Quelques mots sur le manga
Tout a commencé en mars 1998 dans le Weekly Shônen Jump et continue aujourd’hui avec 32 tomes édités jusqu’à présent. Hunter X Hunter est scénarisé et dessiné par Yoshihiro Togashi, le papa de Yu Yu Hakusho. Le trait de Togashi est fluctuant – certaines mauvaises langues diront de beau à moche, moi je dis que, même avec des traits parfois trop simplistes, il exprime toujours beaucoup de choses – et il va jusqu’à mélanger les styles, c’est-à-dire que tantôt un personnage aura plutôt le chara-design anguleux et effilé habituel, tantôt il aura une apparence plus réaliste et détaillée. On trouve également beaucoup de clins d’œil à d’autres œuvres, auteurs ou styles, parfois clairement mis en avant, parfois juste dans un détail comme l’expression d’un sentiment de peur dans une petite case.
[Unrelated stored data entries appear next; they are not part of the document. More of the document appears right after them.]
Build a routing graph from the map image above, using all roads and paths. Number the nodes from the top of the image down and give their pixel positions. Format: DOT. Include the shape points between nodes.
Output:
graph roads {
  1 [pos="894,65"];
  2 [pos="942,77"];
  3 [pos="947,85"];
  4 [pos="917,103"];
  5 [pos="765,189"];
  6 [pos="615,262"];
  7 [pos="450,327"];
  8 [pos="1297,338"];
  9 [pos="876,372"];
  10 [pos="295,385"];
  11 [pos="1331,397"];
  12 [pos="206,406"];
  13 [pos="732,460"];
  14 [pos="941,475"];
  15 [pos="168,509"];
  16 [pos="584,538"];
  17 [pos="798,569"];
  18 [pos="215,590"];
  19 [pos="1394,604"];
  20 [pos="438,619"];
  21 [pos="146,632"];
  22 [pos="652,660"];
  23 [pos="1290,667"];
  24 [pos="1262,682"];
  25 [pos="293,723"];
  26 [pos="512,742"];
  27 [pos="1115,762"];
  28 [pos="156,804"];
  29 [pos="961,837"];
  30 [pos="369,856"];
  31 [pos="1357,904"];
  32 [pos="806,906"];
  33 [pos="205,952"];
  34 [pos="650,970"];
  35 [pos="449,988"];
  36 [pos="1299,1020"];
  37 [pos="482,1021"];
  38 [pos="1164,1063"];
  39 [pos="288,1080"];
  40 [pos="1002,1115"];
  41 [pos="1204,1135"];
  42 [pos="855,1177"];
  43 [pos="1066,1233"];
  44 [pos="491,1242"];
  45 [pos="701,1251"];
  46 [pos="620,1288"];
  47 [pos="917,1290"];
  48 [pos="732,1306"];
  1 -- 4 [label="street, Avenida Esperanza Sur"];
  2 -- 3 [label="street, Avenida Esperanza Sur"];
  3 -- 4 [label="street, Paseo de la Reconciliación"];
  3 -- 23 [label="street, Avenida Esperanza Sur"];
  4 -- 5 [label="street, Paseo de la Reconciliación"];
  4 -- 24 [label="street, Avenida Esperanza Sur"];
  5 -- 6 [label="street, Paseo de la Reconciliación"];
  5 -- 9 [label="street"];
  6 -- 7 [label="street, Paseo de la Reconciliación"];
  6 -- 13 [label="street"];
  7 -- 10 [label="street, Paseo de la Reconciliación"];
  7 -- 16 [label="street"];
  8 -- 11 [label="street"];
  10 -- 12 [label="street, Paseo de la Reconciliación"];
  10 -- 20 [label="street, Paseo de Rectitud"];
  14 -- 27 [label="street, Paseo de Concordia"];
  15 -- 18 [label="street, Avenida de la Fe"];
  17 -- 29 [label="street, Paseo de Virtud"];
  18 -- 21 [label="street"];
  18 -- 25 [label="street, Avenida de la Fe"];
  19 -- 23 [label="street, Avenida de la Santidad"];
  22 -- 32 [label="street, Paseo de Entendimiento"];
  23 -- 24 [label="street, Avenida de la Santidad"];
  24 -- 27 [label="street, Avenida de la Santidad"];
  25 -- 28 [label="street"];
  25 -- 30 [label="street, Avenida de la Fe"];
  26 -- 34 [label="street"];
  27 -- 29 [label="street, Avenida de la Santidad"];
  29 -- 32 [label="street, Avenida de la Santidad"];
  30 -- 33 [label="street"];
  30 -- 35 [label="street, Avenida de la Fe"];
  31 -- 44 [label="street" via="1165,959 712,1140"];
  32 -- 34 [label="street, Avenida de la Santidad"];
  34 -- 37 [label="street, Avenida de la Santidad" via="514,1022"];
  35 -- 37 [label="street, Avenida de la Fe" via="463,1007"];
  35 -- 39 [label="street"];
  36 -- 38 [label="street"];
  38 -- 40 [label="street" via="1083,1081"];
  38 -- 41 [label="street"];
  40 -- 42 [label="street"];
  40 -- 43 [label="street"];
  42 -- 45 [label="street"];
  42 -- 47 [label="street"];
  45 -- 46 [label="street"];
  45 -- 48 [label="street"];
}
Parce qu'en plus, monsieur est un féru de récits paranormaux et horrifiques, ce qui se ressent assez bien, surtout dans certains moments, et je dois dire que j'adore ça. Quant à la narration de Togashi, elle est saccadée avec des transitions brusques entre les scènes (parfois à très bon escient, parfois non) mais étalée et précise. En effet, chaque arc se met en place lentement (sans parler de la parution sporadique des chapitres et des multiples pauses à durée indéterminée de l’auteur), posément, de façon à repartir sur des bases solides, sans oublier de faire quelques liens avec les événements précédents tout en ayant son identité propre. Bref, Hunter X Hunter c’est bien et Togashi est un génie. Un troll sadique, mais un génie quand même.
Hunter X Hunter a eu droit à une première adaptation animée en 1999. Je ne me lancerais pas dans un discours comparatif inutile sur l’ancien anime par rapport à celui-ci. Tout simplement parce que ça n’a pas de sens. J’ai vu les deux séries, je les aime toutes les deux pour leurs qualités et leurs différences. Il y a assez de place dans mon cœur pour le manga et ses deux adaptations. La seule différence notable est que cet anime diffusé depuis 2011 est beaucoup plus fidèle au manga que son prédécesseur, jusqu’à reproduire certaines planches, scènes, à l’identique, et va plus loin que l’arc Greed Island. Nous avons donc droit à l’adaptation inédite de l’arc des Chimera Ants, cet arc tellement décrié à ses débuts (et injustement toujours maintenant) et pourtant sublime. C’est en quelque sorte l’apothéose de la série jusqu’à présent. L’auteur confirme très bien cette sensation dans le manga, car l’arc qui suit instaure une sorte de nouveau départ.
La particularité d’Hunter X Hunter, c’est la place du texte par rapport à l’action. Les interactions, les dialogues explicatifs, les réflexions personnelles et, pour l’arc en cours, le dispositif narratif externe sont d’une importance extrême. C’est le sel de cette série. Cela laisse peu de place à l’interprétation personnelle du spectateur et ce n’est pas vraiment un mal : les intentions et diverses actions des personnages sont ainsi bien ciblées et il n’y a pas de place pour le doute, ce qui permet de justifier et de rendre crédible l’évolution des protagonistes et l’avancement de l’histoire. Le lecteur/spectateur pénètre au cœur du mécanisme réflexif qui fait avancer l'action et suit avec délectation les stratégies mises en place et les aventures qui lui sont contées. De cette façon, la cohérence interne des personnages est privilégiée par rapport à leurs exploits guerriers. Nous n’avons pas en face de nous des trublions prêts à se jeter corps et âme dans la bataille en hurlant. Au contraire, les plus impétueux se font remonter les bretelles voire le regrettent amèrement ; agir avant de réfléchir n’est jamais une bonne idée. Cependant, agir sans discernement est à distinguer de l’instinct, car une grande part est donnée à celui-ci. Rien qu’en observant Gon, le héros, on se rend compte de la valeur de l’instinct animal, de l’intuition.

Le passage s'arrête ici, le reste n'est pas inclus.